▸ WHAT YOU WILL DO
Count up the lines holding "screen" in the material, then reply with only the number.

MATERIAL PROVIDED: Begin

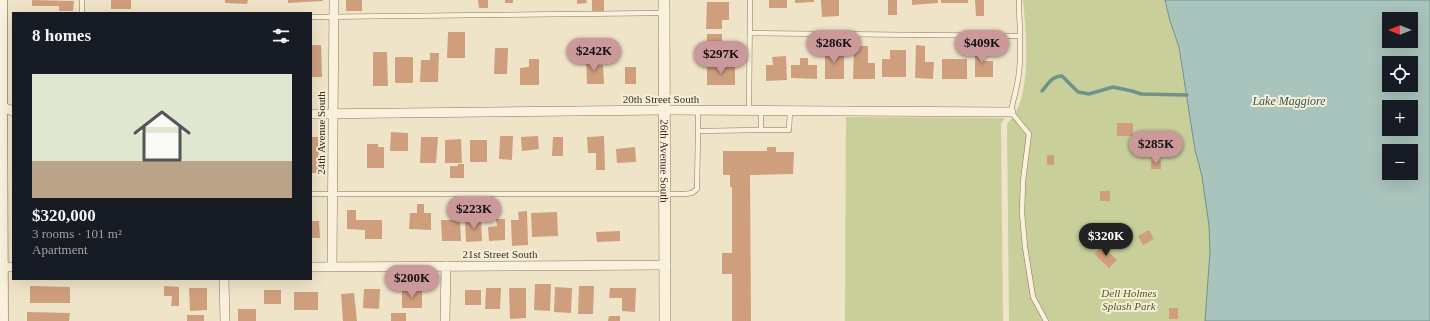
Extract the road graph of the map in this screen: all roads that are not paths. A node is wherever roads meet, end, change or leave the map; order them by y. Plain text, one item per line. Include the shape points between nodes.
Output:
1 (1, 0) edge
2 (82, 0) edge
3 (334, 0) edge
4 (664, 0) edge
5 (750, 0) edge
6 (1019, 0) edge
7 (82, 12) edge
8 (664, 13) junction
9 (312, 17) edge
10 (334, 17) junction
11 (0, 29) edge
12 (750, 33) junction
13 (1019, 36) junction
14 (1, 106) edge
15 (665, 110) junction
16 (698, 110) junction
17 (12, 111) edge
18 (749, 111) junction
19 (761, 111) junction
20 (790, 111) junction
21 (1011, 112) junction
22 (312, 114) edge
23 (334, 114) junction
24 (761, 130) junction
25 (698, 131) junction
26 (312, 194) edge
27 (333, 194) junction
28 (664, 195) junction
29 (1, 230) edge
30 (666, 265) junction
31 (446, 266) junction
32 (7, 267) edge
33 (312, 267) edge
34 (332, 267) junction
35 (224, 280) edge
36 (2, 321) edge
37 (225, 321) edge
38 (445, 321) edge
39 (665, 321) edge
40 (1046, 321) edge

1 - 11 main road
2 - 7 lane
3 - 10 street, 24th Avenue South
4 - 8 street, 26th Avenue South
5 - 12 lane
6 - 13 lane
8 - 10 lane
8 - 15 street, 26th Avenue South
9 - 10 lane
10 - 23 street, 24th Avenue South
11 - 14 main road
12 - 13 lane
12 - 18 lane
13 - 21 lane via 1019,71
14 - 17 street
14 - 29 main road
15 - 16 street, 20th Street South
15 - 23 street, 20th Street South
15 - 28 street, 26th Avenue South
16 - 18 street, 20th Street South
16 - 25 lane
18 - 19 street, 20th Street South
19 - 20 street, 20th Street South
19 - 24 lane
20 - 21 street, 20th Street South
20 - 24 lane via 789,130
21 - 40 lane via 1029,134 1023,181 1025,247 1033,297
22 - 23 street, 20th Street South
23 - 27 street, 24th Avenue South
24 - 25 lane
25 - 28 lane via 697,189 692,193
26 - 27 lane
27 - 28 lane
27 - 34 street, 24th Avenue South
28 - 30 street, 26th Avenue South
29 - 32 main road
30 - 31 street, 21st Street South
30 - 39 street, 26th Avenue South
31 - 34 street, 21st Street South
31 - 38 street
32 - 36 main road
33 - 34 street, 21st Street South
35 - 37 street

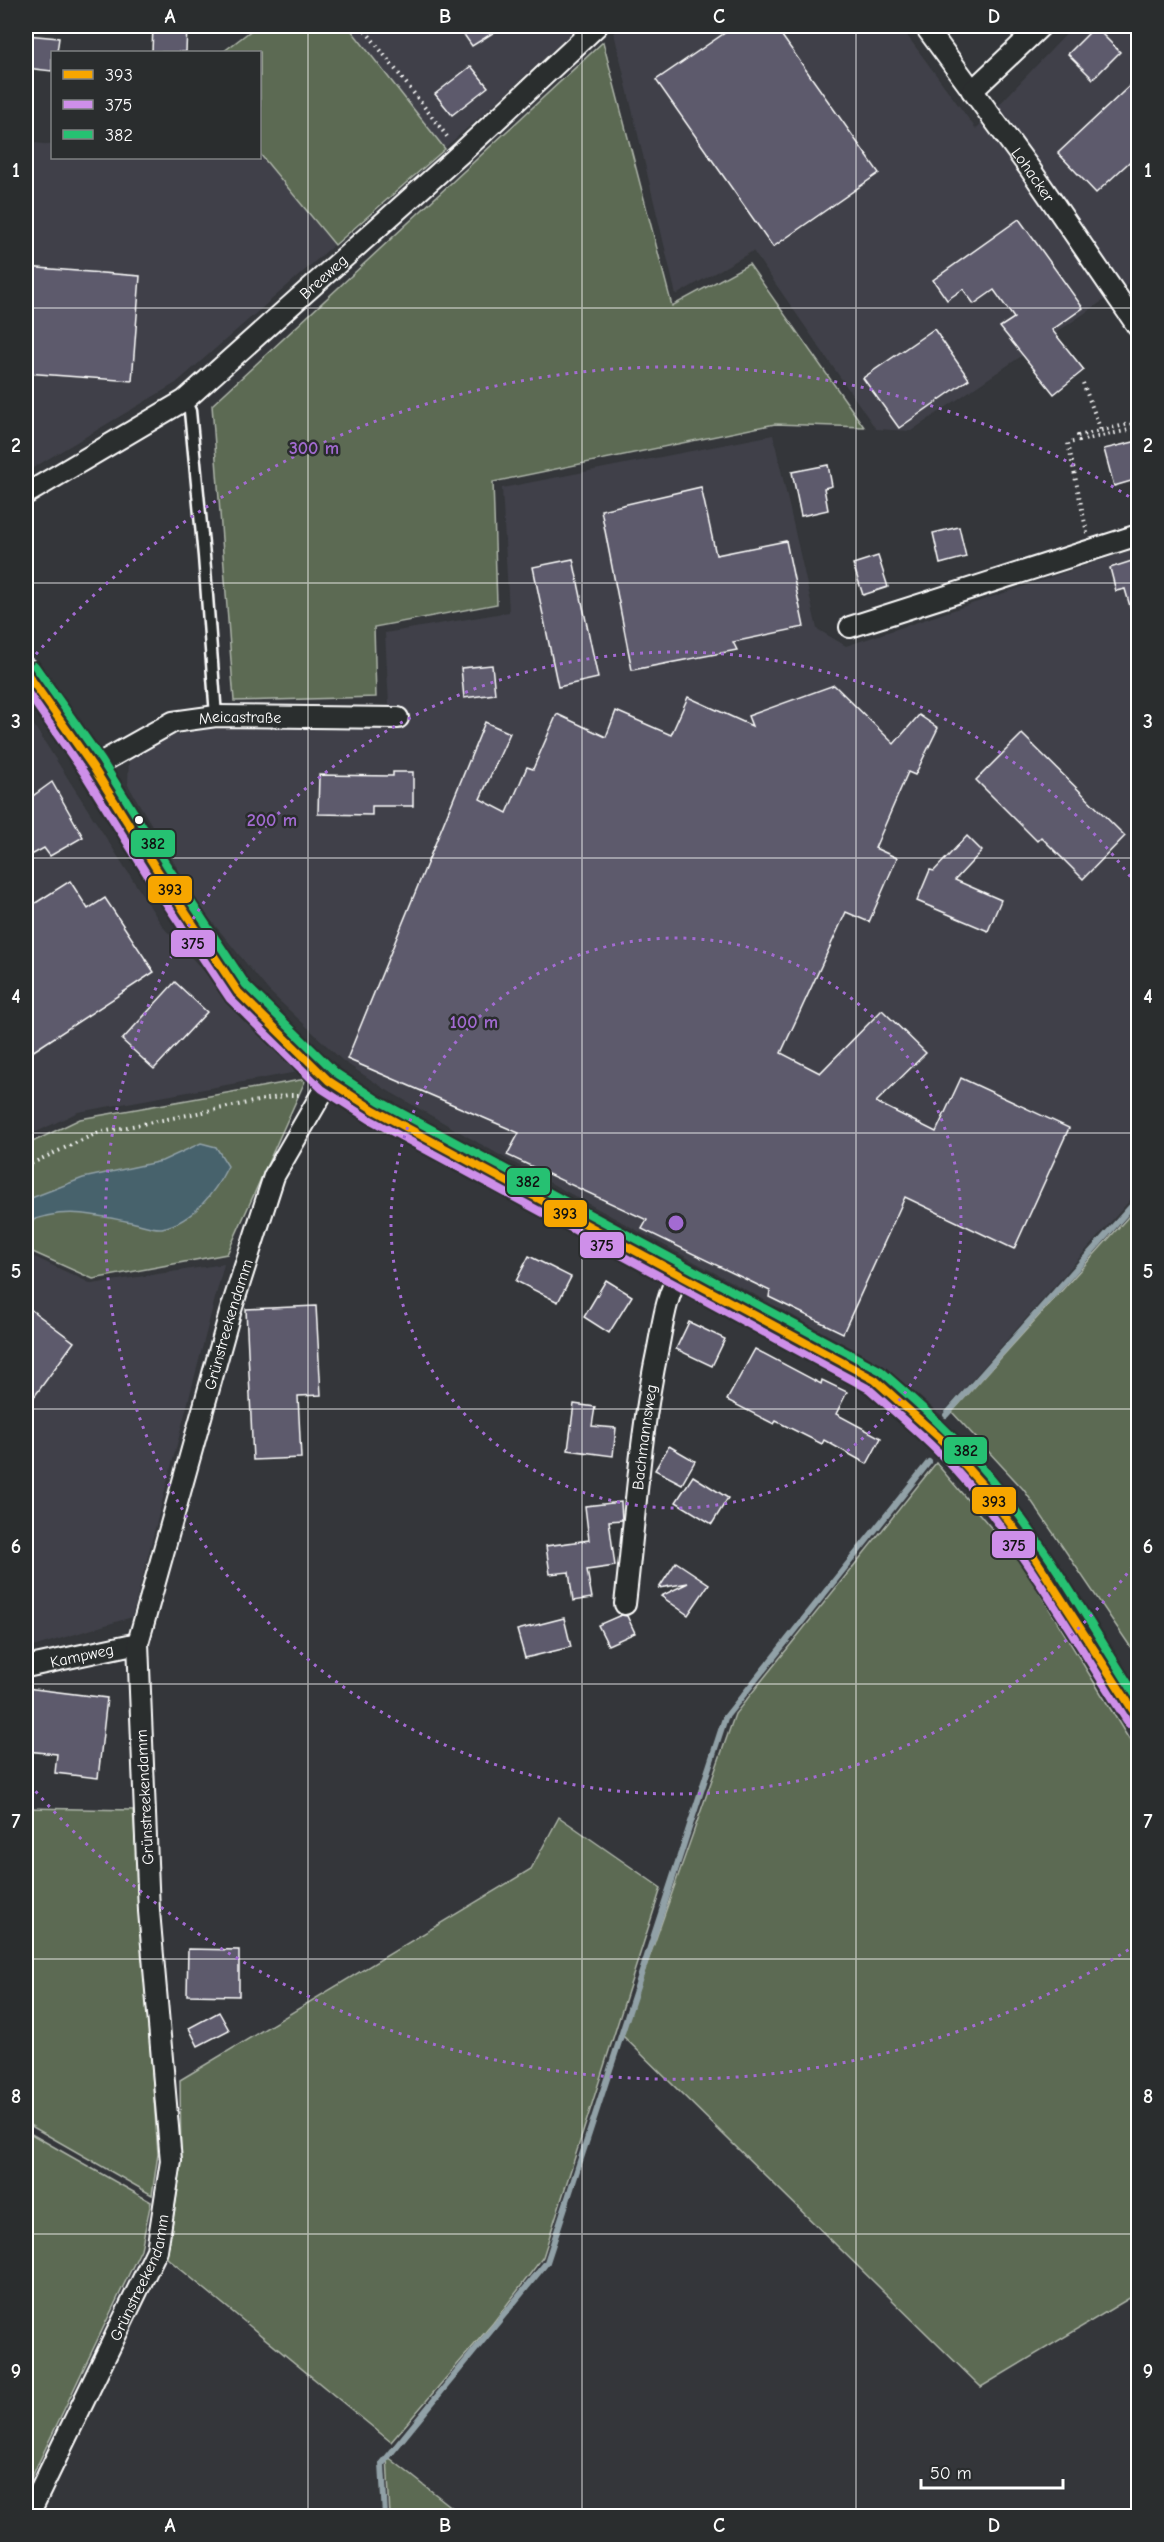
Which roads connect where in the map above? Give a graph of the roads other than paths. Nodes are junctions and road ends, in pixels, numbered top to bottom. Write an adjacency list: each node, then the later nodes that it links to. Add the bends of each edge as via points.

MATERIAL PROVIDED: End
MATERIAL PROVIDED: Begin

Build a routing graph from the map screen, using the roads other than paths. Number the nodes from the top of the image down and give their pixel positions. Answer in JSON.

MATERIAL PROVIDED: End

▸ WORKED SOLUTION
2